SELAMAT DATANG DI TANGKASDIA.DAPATKAN BONUS 10 % UNTUK DEPOSIT AWAL DAN CASHBACK 10 % MINGGUAN.
Our Game

Saturday, April 10, 2021

Mensesneg Bantah Presiden Jokowi Bentuk Yayasan Keluarga untuk Kelola TMII

 

Tangkas Dia - Menteri Sekretaris Negara (Mensesneg) Pratikno, sumber foto: Istimewa


Menteri Sekretaris Negara (Mensesneg) Pratikno membantah Presiden Joko Widodo "Jokowi" akan membentuk yayasan keluarga untuk mengelola Taman Mini Indonesia Indah (TMII). Pratikno menegaskan, kabar tersebut tidak benar karena pihaknya akan menunjuk tenaga profesional untuk mengelola aset negara.


“Nanti dikelola oleh orang yang profesional, oleh lembaga profesional, dan harapannya jauh lebih baik dan akan memberikan kontribusi pada keuangan negara. Jadi gak bener itu ada yayasan akan dibentuk, apalagi dihubungkan dengan yayasan Pak Jokowi,” kata Pratikno dalam keterangan persnya di Kompleks Istana Negara, Jakarta Pusat, Kamis (8/4/2021).

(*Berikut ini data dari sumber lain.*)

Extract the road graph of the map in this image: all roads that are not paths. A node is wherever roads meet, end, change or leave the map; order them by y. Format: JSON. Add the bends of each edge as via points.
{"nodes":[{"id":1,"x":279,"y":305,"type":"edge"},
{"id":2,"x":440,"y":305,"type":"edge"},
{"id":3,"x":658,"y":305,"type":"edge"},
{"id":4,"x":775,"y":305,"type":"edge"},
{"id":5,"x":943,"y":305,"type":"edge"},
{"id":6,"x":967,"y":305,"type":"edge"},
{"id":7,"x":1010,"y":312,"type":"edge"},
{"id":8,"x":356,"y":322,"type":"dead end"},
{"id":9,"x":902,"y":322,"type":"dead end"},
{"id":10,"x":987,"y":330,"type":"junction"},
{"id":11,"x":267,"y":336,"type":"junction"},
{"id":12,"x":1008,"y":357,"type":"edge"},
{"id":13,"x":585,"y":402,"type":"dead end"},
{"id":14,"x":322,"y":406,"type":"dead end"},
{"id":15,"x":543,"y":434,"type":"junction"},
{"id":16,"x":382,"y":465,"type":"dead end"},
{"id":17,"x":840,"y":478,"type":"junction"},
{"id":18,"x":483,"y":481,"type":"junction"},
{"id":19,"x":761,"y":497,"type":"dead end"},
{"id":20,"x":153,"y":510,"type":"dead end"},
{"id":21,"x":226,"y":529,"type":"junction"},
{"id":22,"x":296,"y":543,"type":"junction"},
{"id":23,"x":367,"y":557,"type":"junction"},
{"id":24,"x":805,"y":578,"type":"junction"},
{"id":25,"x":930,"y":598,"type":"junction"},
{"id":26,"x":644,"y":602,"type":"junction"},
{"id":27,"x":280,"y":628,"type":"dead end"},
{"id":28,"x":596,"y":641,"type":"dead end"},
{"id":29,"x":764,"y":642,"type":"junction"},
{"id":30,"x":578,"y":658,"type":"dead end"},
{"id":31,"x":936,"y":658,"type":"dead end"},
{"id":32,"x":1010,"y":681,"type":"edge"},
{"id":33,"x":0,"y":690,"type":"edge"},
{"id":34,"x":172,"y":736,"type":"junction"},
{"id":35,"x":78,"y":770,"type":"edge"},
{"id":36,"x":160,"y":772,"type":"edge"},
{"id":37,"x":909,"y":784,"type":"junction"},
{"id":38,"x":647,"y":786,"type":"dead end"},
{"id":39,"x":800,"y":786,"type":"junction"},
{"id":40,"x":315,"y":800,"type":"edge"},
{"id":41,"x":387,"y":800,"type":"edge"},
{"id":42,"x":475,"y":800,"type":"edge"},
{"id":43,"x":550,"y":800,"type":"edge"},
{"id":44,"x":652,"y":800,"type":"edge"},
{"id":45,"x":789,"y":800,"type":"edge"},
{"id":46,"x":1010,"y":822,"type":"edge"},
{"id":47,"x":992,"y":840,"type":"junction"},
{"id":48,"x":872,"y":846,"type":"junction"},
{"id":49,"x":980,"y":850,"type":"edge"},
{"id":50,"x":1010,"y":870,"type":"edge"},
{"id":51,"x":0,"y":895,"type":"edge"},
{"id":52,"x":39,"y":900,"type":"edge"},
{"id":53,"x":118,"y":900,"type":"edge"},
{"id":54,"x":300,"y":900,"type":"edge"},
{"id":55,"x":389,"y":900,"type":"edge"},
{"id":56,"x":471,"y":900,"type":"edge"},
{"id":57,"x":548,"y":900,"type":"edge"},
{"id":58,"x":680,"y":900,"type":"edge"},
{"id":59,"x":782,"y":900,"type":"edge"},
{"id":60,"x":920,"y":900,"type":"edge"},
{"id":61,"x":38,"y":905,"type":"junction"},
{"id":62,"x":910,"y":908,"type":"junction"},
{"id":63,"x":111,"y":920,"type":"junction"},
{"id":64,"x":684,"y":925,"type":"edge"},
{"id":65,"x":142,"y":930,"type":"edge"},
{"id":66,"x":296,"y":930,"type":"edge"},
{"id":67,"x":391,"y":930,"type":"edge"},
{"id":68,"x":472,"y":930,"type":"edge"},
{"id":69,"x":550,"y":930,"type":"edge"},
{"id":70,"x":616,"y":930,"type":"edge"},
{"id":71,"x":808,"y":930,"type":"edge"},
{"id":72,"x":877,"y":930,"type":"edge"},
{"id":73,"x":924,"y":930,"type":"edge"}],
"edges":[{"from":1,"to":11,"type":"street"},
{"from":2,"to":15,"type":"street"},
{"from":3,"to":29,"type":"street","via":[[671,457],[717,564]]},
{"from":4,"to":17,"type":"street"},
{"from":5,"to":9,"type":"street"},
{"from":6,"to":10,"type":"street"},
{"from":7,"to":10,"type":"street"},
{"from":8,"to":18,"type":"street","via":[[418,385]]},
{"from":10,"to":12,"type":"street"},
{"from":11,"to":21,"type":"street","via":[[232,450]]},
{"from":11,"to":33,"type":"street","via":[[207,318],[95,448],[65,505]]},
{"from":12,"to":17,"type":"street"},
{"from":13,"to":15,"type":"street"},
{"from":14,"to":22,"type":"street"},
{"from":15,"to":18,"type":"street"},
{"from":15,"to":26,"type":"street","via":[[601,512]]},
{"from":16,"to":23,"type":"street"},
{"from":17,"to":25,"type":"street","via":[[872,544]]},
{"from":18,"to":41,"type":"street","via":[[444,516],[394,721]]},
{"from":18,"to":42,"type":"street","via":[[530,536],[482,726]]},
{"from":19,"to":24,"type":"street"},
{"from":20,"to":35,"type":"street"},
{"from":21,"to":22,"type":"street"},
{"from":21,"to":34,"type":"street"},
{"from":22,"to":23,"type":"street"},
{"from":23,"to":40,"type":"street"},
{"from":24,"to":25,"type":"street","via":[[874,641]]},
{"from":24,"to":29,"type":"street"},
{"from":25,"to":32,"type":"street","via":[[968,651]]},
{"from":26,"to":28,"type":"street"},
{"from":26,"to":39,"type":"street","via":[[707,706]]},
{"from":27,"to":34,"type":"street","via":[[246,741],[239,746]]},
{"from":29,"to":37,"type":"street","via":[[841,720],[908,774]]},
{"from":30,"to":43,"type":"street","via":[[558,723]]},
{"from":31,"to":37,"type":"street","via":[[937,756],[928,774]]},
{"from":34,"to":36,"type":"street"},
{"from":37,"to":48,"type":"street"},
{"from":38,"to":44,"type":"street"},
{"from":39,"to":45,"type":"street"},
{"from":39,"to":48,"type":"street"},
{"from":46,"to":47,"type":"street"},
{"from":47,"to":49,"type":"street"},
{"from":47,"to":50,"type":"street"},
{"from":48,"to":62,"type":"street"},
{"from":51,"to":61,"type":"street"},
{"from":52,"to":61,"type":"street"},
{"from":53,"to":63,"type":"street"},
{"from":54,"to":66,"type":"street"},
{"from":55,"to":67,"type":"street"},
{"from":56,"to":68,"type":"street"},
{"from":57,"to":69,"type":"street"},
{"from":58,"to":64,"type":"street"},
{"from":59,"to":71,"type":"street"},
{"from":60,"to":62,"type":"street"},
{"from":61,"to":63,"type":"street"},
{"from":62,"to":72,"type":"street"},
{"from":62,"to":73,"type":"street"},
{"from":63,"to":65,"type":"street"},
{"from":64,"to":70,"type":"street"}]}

Kemensetneg akan menunjuk BUMN pariwisata untuk mengelola TMII


Meski sudah diambil alih, kata Pratikno, TMII tidak akan selamanya dikelola Kementerian Sekretariat Negara (Kemensetneg). Ia mengatakan, Kemensetneg nantinya akan menunjuk salah satu Badan Usaha Milik Negara (BUMN) yang bergerak di bidang pariwisata.


“Nantinya kita akan meminta tolong salah satu BUMN pariwisata untuk mengelola TMII ini,” kata Pratikno.


Meski begitu, Kemensetneg tetap akan merumuskan kriteria siapa yang berhak mengelola aset negara tersebut. Pratikno mengatakan, pihak pengelola harus bisa memberikan kontribusi bagi keuangan negara.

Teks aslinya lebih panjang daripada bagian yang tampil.